251.* Dogs also are precluded from eating certain foods. In Cayenne Crévaux noticed that his Roucouyenne cooks threw the beaks of the kinoros birds (Ara canga) into the river, in the belief that were their dogs to eat them, they (the dogs) would be poisoned (Cr, 284). Here, on the Pomeroon, in many an Indian house you will often find stuck under the eaves of the overhanging troolie roof or slung up in a basket, the wings and breast-bones of certain birds and often the bones of a labba or an acouri. It was a long time before I learned that they were placed there for a purpose other than ornament or decoration. If a dog were to eat either of those particular bird bones or any bones whatever of a labba or an acouri that it had not itself hunted, such dog would never catch any of these animals again.1
252.* The temporary occlusion of vision, as with tobacco and peppers, on the occasion of visiting, for the first time any strikingly peculiar landmark of natural scenery, especially in the way of mountains, or even on entering a new region, would seem to have been a custom very prevalent among the Indians. From the examples which I propose here submitting it will be seen that the procedure specially concerns the particular Spirit with which such landmark or region is connected. Its object, partly perhaps to placate this Spirit, and so turn aside the sickness or any other evil it might otherwise choose to send, is mainly to prevent the visiting individual attracting it toward himself. The procedure is protective or defensive in the sense of thwarting evil. On first gaining sight of the Arissaro Hills, Essequibo River, the Caribee Indians, who had never ascended the river so far, had to undergo an initiatory sight, which consisted in squeezing tobacco juice into their eyes (ScG, 229). So again, at the Twasinkie or Coomootie Mountains, much superstition, as usual, was attached to them, and those who had never seen them before were obliged to drink lime juice, and to have tobacco water squeezed into their eyes to avert the Evil Spirit (ScG, 231). Im Thurn (368) speaks of peppers (Capsicum) being employed for a similar purpose, and says: "Once, when neither peppers nor limes were at hand, a piece of blue indigo-dyed cloth was carefully soaked and the dye was then rubbed into the eyes." While on the Cuywini, writes Barrington Brown: "We passed a place one afternoon where the river was studded with high granite rocks two of which rose ten feet or so above the level of the highest floods. . . . Our guide, Edward . . . turned his head away and would not look at them: Eruma, one of p. 299 our Caribs, took some tobacco, and dipping it into the water, leaned back and squeezed the juice into his eyes, and as soon as the tears thus produced had subsided, he calmly gazed upon the rocks" (Bro, 30). Near the mouth of the Cuywini River, upper Essequibo, to quote the same author, "were some large granite rocks in passing which our Carib . . . turned away his face in an opposite direction. Upon questioning him as to his reason for so doing, I learned that if he looked at them, he would get fever" (Bro, 244). Another interesting extract is from Jenman (23):
We met on the Savannah about a hundred Indians of all ages and both sexes, resting on their way down to the hill to the landing at Tukeit, going down to the Mission. It was the first time they had passed the "Kaietuk" (Kaieteur) as they called it, though they were careful to keep almost beyond the sound of its roar and far out of sight of it. Each one, from the newly-born baby in arms, to the oldest man and woman, had pepper-juice applied to the balls of the eyes, carefully inserted within the lids, with a small loop made of a finely twisted piece of Tibesiri [Mauritia fiber] to avert any evil which might otherwise befall them from having come near the Fall and into a new part of the country. Its application appeared to give acute pain for a short time, and brought a copious flow of tears. Some courageously just kept the eyelids open without touching them; others, with less nerve, had to hold theirs open. . . . The pepper-juice . . . was applied by one man, a middle-aged person.
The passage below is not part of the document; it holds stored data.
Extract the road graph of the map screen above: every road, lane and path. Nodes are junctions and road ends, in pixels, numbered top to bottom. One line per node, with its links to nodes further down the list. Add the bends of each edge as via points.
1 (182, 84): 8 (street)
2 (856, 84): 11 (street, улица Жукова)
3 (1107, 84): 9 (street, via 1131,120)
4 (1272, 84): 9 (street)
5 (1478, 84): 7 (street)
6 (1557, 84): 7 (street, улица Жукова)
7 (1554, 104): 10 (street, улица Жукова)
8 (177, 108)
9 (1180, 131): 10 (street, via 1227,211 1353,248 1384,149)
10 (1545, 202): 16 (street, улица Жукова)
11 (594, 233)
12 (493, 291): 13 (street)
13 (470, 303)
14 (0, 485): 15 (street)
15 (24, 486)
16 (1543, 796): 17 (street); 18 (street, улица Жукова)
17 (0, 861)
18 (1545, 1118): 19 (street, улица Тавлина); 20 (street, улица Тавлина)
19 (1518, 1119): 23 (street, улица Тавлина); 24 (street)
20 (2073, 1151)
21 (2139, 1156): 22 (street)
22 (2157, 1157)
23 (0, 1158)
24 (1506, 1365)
The present-day Arawaks when visiting any new place for the first time, whether now connected with Spirits or not, put creek water or river water into their eyes: they tell me here that it is with the object of placating any spirits that may be lurking in the vicinity, for should they neglect the custom, the Yawahus might not only send them sore eyes, but many other sicknesses. One woman maintained that, independently of any evil spirits, the very novelty of the scene might give her sore eyes, in the absence of the usual precaution.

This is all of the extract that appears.